店に予約の電話を入れる。「八千円のコース、一月九日、十九時から、三名でお願いします。」果たして、我々の願いは叶えられるのだろうか?



決戦の日、1Q君は自宅から直接店に向かうということなので、永氏と待ち合わせて移動する。十八時五十五分、店の前に到着。1Q君の姿が無い。「十分前には必ず店の前に居るようにします!」あの宣言は一体何だったのだろう。三分後、向こうから走ってくる影が。
「すいません!予想外に迷いました!!」
時間に対する見通しが甘いのは、私を含めた私の周りでよくあることである。ドイツ軍人はうろたえない。三人揃った所で、店に入った。流石専門店だけあって、物々しい雰囲気である。


客は我々以外に一組。おかげで、職人の真正面というベストポジションに座ることが出来た。「お飲み物は如何致しますか?」ええい、飲み物はいい!天麩羅を揚げろ天麩羅を!!適当に飲み物を注文し、あとの二人と会話しつつ職人の手元を注視する。

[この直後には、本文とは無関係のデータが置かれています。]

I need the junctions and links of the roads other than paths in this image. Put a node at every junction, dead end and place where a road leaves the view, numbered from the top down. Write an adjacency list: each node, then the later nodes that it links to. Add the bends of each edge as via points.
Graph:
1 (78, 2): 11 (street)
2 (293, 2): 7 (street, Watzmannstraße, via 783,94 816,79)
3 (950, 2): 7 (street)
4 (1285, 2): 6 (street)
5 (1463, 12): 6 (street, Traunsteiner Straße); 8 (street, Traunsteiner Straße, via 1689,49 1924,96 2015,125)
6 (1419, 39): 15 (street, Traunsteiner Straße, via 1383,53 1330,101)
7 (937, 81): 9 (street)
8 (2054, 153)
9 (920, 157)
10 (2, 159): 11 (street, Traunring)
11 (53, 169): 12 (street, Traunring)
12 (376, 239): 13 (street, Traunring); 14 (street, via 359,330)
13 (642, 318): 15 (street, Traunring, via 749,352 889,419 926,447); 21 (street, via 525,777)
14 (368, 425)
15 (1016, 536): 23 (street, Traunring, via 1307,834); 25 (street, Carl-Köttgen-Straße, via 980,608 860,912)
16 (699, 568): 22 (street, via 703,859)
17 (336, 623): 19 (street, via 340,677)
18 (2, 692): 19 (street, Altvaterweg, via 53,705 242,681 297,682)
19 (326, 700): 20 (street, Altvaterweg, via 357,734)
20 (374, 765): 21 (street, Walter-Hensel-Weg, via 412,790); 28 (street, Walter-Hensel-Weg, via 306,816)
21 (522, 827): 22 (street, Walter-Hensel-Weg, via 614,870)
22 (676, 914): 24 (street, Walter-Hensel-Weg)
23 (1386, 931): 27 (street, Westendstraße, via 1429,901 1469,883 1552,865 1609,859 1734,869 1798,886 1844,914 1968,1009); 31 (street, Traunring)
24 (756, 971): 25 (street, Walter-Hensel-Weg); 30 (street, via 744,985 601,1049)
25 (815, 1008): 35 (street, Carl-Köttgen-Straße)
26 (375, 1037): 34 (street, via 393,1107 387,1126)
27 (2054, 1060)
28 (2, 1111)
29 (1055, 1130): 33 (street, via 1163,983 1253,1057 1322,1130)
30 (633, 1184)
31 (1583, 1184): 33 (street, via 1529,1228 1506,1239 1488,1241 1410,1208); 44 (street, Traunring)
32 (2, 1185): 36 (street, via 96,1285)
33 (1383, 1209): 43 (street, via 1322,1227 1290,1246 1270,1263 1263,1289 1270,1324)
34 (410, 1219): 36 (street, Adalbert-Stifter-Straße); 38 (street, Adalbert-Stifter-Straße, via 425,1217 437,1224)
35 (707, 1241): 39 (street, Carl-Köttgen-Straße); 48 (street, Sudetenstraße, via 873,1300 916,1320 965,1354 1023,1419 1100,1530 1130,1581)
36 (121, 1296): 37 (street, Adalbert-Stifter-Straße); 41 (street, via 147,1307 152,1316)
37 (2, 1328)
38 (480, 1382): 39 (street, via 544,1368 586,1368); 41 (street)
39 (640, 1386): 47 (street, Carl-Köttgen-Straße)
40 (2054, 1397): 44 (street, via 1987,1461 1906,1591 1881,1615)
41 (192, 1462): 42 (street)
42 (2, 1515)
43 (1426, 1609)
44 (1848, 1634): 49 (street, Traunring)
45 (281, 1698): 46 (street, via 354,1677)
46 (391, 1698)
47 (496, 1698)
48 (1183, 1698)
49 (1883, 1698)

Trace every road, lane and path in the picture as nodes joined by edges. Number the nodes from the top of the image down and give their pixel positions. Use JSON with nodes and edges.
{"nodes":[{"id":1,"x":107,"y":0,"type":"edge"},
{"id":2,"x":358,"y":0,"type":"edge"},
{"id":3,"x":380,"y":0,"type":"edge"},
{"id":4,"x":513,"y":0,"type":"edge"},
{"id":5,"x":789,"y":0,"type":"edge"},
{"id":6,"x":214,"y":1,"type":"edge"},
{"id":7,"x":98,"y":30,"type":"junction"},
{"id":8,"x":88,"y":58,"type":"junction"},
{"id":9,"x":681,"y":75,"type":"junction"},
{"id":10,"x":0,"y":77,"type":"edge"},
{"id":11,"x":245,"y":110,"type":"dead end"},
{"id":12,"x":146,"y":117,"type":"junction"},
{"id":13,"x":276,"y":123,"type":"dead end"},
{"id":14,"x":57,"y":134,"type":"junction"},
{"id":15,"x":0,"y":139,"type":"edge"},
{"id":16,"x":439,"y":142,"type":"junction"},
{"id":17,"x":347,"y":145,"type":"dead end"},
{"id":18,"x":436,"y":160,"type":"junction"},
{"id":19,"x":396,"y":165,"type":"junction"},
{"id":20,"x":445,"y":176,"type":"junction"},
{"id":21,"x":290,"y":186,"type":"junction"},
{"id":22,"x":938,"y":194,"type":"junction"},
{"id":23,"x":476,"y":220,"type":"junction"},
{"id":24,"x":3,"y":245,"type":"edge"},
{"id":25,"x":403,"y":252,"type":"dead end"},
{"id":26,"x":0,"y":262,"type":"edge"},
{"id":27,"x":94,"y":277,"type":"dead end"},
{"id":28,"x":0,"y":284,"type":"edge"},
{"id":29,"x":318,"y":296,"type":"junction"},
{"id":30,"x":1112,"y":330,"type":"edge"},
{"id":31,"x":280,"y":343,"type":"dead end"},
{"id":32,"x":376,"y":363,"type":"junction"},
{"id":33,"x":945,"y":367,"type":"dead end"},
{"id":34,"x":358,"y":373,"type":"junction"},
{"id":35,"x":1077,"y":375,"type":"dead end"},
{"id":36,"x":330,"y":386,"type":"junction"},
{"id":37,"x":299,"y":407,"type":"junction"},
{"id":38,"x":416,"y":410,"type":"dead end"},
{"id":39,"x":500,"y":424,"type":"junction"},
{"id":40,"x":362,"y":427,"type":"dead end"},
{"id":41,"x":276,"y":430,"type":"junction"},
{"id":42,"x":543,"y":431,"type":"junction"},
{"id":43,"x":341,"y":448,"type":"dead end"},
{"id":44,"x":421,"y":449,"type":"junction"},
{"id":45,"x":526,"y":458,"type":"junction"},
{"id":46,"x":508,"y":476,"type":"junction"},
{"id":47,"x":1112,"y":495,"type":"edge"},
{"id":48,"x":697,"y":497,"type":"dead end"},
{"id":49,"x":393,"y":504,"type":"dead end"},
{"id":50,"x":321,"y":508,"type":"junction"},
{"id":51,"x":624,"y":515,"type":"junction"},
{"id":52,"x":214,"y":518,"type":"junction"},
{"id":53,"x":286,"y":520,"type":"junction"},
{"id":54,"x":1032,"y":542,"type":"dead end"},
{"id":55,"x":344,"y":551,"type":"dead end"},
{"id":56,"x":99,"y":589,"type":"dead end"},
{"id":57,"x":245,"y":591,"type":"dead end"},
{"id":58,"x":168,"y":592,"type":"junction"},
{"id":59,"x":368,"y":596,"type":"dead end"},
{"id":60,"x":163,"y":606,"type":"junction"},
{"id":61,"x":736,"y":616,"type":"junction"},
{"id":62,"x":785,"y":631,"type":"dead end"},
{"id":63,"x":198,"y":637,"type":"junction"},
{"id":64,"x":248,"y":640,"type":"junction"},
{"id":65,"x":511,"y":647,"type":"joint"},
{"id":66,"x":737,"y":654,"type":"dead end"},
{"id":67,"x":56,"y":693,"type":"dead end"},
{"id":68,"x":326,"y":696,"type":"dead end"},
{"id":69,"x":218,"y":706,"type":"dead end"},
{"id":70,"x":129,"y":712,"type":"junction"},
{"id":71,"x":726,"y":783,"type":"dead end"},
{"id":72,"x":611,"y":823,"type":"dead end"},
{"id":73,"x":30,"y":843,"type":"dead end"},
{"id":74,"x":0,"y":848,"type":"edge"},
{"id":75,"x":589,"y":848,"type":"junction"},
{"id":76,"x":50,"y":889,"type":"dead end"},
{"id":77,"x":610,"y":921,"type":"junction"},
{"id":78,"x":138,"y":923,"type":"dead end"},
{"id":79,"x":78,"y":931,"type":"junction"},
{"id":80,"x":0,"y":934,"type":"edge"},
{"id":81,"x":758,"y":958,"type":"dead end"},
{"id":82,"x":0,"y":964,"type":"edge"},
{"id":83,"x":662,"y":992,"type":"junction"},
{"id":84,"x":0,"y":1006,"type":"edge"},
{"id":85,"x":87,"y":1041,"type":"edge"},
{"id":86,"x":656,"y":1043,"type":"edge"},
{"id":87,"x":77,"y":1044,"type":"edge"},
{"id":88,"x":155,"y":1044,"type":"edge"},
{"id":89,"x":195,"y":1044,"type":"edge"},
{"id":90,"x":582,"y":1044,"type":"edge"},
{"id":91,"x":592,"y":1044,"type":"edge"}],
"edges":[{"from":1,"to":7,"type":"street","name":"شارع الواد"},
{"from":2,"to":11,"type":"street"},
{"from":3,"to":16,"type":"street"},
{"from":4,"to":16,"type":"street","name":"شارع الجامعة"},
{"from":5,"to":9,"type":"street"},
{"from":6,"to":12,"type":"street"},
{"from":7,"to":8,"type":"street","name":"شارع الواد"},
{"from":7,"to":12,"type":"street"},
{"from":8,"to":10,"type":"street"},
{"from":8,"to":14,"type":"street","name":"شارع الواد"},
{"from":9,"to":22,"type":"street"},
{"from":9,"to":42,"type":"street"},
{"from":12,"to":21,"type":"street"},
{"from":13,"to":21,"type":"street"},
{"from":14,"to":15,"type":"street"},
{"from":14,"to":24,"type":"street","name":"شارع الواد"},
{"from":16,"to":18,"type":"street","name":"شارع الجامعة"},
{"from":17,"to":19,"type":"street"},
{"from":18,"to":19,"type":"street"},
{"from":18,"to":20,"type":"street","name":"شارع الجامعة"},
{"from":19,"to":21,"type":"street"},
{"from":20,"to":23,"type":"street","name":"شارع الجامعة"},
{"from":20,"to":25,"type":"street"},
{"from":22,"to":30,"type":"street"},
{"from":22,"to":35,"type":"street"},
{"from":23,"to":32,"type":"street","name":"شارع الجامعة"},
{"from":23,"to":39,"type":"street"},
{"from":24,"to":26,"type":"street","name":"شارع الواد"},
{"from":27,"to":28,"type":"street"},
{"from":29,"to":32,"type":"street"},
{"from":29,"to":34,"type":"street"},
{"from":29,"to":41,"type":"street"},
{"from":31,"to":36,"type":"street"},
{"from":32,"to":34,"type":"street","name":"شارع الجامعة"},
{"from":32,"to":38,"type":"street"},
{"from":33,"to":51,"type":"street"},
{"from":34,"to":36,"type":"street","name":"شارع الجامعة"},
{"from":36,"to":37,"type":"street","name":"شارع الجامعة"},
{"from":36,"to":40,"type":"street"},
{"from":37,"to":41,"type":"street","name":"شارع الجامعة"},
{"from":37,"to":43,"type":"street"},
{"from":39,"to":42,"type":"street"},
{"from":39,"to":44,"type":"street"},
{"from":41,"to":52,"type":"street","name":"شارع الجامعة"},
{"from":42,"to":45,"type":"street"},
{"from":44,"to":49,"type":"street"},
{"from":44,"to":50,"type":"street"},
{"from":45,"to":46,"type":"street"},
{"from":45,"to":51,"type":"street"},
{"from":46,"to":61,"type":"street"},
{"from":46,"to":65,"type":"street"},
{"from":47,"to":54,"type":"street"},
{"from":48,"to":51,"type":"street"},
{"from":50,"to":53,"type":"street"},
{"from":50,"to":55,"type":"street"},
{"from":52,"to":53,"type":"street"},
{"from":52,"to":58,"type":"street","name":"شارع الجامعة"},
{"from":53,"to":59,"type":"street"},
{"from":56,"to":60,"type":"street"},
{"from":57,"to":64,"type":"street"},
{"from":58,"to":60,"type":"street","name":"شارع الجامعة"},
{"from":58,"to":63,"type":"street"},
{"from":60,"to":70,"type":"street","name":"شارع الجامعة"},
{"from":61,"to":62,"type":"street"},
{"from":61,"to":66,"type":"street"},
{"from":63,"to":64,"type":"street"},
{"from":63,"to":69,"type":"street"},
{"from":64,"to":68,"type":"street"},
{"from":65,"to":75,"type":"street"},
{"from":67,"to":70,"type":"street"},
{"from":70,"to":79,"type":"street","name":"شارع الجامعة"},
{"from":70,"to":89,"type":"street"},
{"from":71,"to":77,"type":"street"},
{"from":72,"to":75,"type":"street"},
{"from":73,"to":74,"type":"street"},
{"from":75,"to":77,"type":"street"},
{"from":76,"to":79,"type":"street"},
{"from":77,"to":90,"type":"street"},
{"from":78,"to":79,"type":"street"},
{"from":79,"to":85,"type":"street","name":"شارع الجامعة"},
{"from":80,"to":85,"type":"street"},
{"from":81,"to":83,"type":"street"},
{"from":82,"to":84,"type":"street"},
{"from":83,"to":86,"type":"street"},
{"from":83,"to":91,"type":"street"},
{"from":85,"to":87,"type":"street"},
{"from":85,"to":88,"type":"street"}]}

程なくして、という軽快な音と共に最初の天麩羅が揚げられる。まずは、この店自慢の ほほほろほひ の天麩羅から。うん、美味い。こちらが味わっているうちに、職人は早くも次の天麩羅ダネの準備をしている。二つ目は、パンとすり身の天麩羅。うん、これも美味い。三つ目は、、、、。あれ、これも塩で食べるの?天つゆの出番は?え、もう次が揚がってしまったの?冷める前に急いで食べないと。え?また塩?いや、そんなに一気に揚げなくても、、、、。


―感想―
・確かに天麩羅は美味かった。
・塩と天つゆが用意されていたので、それぞれどちらでも味わってみたかったが、職人に「塩でお召し上がり下さい」と言われると躊躇してしまう。
・揚がるペースが速かった。話をしながらゆっくり食べるにはもう少し間が空いていても良かったのでは。
・皮がもちっとした魚は、揚げるとさらにもちっとするので天麩羅に向いてないのでは?
・シメの掻き揚げ茶漬けは絶品だった。


―総評―
味は良かった。しかし値段が八千円であることを鑑みると、少々満足度が低いのではないか。




帰る道すがら、本日の部活動についての反省会を行う。
「美味かったな。」
「うん、まあ、美味かった。」
「何か不満が?」
「いや、あれで八千円は高いなー、と。」
「確かに。」
「五千円ぐらいなら凄く満足できてたかもしれん。」
「なるほど。その辺のバランスは重要やな。」
「あと1Q君、何で緊張してたん?」
「いや、まあ…。」



今回の専門店の天麩羅は美味かった。しかし心から満足するには至らなかった。果たして、我々の魂に安らぎを与えてくれるような天麩羅は存在するのだろうか?行け!天麩羅部!!「満足する天麩羅」に出会うその日まで!!!



天麩羅部の冒険 第一部 ―黄金の油―  完









「まあでも天麩羅はもうええかな、って気がするなあ。」


え?



天麩羅部の冒険 第二部 第一話「さよなら天麩羅部」  完


ご愛読ありがとうございました。たわし頭先生の次回作にご期待下さい。





※この駄文は、フィクションです。実在する天麩羅専門店とは一切関係ありません。